Output every record again so that it matches the original word for word.

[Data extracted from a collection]
※

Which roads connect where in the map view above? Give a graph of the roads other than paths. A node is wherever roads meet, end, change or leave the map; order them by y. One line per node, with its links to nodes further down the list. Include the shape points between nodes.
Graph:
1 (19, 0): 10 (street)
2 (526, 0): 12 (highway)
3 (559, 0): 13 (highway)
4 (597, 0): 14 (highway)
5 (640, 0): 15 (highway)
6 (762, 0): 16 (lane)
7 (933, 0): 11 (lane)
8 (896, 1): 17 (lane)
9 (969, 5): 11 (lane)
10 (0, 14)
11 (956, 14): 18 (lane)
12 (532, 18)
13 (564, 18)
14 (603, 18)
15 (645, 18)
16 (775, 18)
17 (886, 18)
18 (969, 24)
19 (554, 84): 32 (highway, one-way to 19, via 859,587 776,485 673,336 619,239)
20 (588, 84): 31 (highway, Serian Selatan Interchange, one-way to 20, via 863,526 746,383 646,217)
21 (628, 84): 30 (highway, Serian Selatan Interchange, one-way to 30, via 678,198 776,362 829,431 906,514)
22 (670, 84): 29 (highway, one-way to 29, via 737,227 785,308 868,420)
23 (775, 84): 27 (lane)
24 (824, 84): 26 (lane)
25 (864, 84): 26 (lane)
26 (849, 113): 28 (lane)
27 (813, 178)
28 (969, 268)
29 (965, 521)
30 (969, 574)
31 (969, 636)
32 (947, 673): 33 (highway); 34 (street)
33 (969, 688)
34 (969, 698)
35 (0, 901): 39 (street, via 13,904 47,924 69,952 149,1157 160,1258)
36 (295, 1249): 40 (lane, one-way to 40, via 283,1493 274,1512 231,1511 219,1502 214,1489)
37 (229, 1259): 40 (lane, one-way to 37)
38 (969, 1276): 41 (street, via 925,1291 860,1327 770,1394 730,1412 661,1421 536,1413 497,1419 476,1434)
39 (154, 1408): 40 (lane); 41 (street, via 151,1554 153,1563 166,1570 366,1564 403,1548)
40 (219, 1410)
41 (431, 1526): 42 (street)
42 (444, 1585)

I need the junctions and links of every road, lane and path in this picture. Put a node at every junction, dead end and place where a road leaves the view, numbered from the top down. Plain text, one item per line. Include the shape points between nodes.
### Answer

※

● **Reply to the task**
Which roads connect where in the map view above? Give a graph of the roads other than paths. A node is wherever roads meet, end, change or leave the map; order them by y. One line per node, with its links to nodes further down the list. Include the shape points between nodes.
Graph:
1 (19, 0): 10 (street)
2 (526, 0): 12 (highway)
3 (559, 0): 13 (highway)
4 (597, 0): 14 (highway)
5 (640, 0): 15 (highway)
6 (762, 0): 16 (lane)
7 (933, 0): 11 (lane)
8 (896, 1): 17 (lane)
9 (969, 5): 11 (lane)
10 (0, 14)
11 (956, 14): 18 (lane)
12 (532, 18)
13 (564, 18)
14 (603, 18)
15 (645, 18)
16 (775, 18)
17 (886, 18)
18 (969, 24)
19 (554, 84): 32 (highway, one-way to 19, via 859,587 776,485 673,336 619,239)
20 (588, 84): 31 (highway, Serian Selatan Interchange, one-way to 20, via 863,526 746,383 646,217)
21 (628, 84): 30 (highway, Serian Selatan Interchange, one-way to 30, via 678,198 776,362 829,431 906,514)
22 (670, 84): 29 (highway, one-way to 29, via 737,227 785,308 868,420)
23 (775, 84): 27 (lane)
24 (824, 84): 26 (lane)
25 (864, 84): 26 (lane)
26 (849, 113): 28 (lane)
27 (813, 178)
28 (969, 268)
29 (965, 521)
30 (969, 574)
31 (969, 636)
32 (947, 673): 33 (highway); 34 (street)
33 (969, 688)
34 (969, 698)
35 (0, 901): 39 (street, via 13,904 47,924 69,952 149,1157 160,1258)
36 (295, 1249): 40 (lane, one-way to 40, via 283,1493 274,1512 231,1511 219,1502 214,1489)
37 (229, 1259): 40 (lane, one-way to 37)
38 (969, 1276): 41 (street, via 925,1291 860,1327 770,1394 730,1412 661,1421 536,1413 497,1419 476,1434)
39 (154, 1408): 40 (lane); 41 (street, via 151,1554 153,1563 166,1570 366,1564 403,1548)
40 (219, 1410)
41 (431, 1526): 42 (street)
42 (444, 1585)

I need the junctions and links of every road, lane and path in this picture. Put a node at every junction, dead end and place where a road leaves the view, numbered from the top down. Plain text, one item per line. Include the shape points between nodes.
### Answer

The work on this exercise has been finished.